Transcribe exactly the lines from the top of the records below through the line that holds "Right hand at", both included, with no pictures.

§ **RECORDS FOR THIS EXERCISE**
· · · · ·

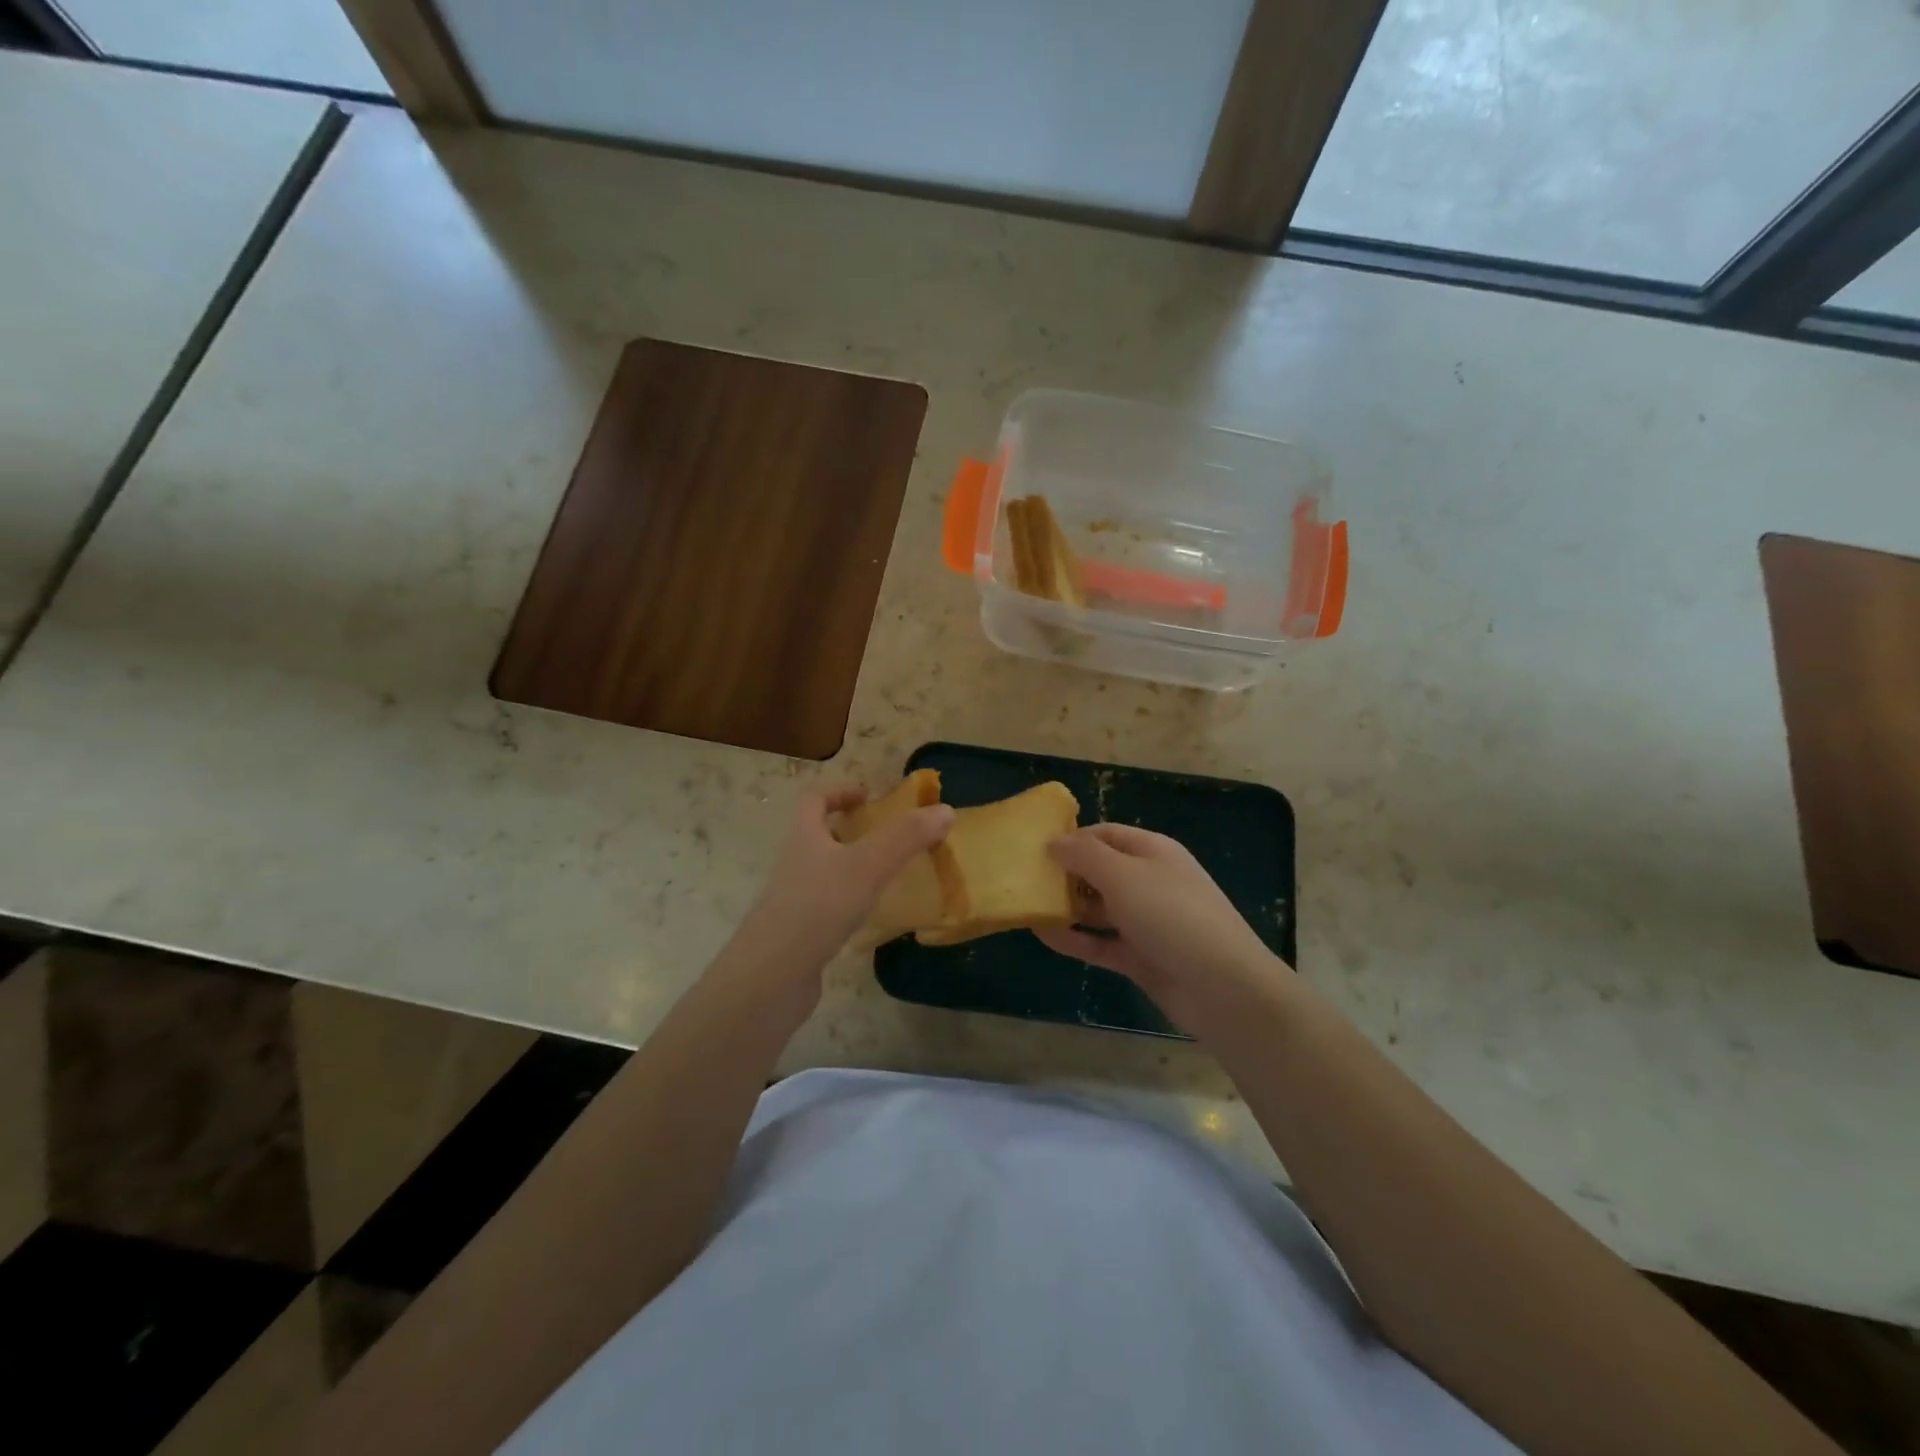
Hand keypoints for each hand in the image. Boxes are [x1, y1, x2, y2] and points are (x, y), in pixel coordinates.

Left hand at [733, 787, 954, 978]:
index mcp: (804, 838)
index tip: (869, 797)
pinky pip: (828, 909)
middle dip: (853, 833)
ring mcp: (794, 902)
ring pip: (826, 874)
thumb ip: (905, 837)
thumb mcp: (867, 865)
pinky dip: (851, 906)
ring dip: (854, 870)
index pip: (814, 800)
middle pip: (819, 837)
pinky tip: (873, 918)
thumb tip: (945, 810)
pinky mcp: (800, 935)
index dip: (839, 792)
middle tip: (890, 839)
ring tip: (890, 876)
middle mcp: (794, 865)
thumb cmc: (817, 907)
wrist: (771, 977)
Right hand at [1036, 823, 1286, 1030]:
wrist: (1223, 987)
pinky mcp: (1139, 956)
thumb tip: (1053, 842)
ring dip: (1066, 907)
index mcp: (1151, 852)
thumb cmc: (1172, 915)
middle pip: (1098, 870)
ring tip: (1026, 906)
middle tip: (1024, 880)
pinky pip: (1099, 942)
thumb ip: (1084, 855)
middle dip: (1064, 874)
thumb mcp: (1123, 875)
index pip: (1104, 834)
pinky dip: (1074, 938)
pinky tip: (1043, 934)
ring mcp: (1144, 921)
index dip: (1071, 838)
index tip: (1034, 849)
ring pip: (1097, 908)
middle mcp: (1147, 882)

· · · · ·

§ **RESPONSE AREA**
Hand keypoints for each hand in the image. Boxes are [x1, y1, x2, y2] and points are (x, y), in pixel coordinates.

Left hand at [733, 787, 954, 978]:
index mcp: (804, 838)
index tip: (869, 797)
pinky pip: (828, 909)
middle dip: (853, 833)
ring mcp: (794, 902)
ring pip: (826, 874)
thumb ip: (905, 837)
thumb mcp: (867, 865)
pinky dip: (851, 906)
ring dip: (854, 870)
index pip: (814, 800)
middle pip: (819, 837)
pinky tip: (873, 918)
thumb tip: (945, 810)
pinky mcp: (800, 935)
index dip: (839, 792)
middle tip: (890, 839)
ring tip: (890, 876)
middle mcp: (794, 865)
thumb cmc: (817, 907)
wrist: (771, 977)
Right hand at [1036, 823, 1286, 1030]:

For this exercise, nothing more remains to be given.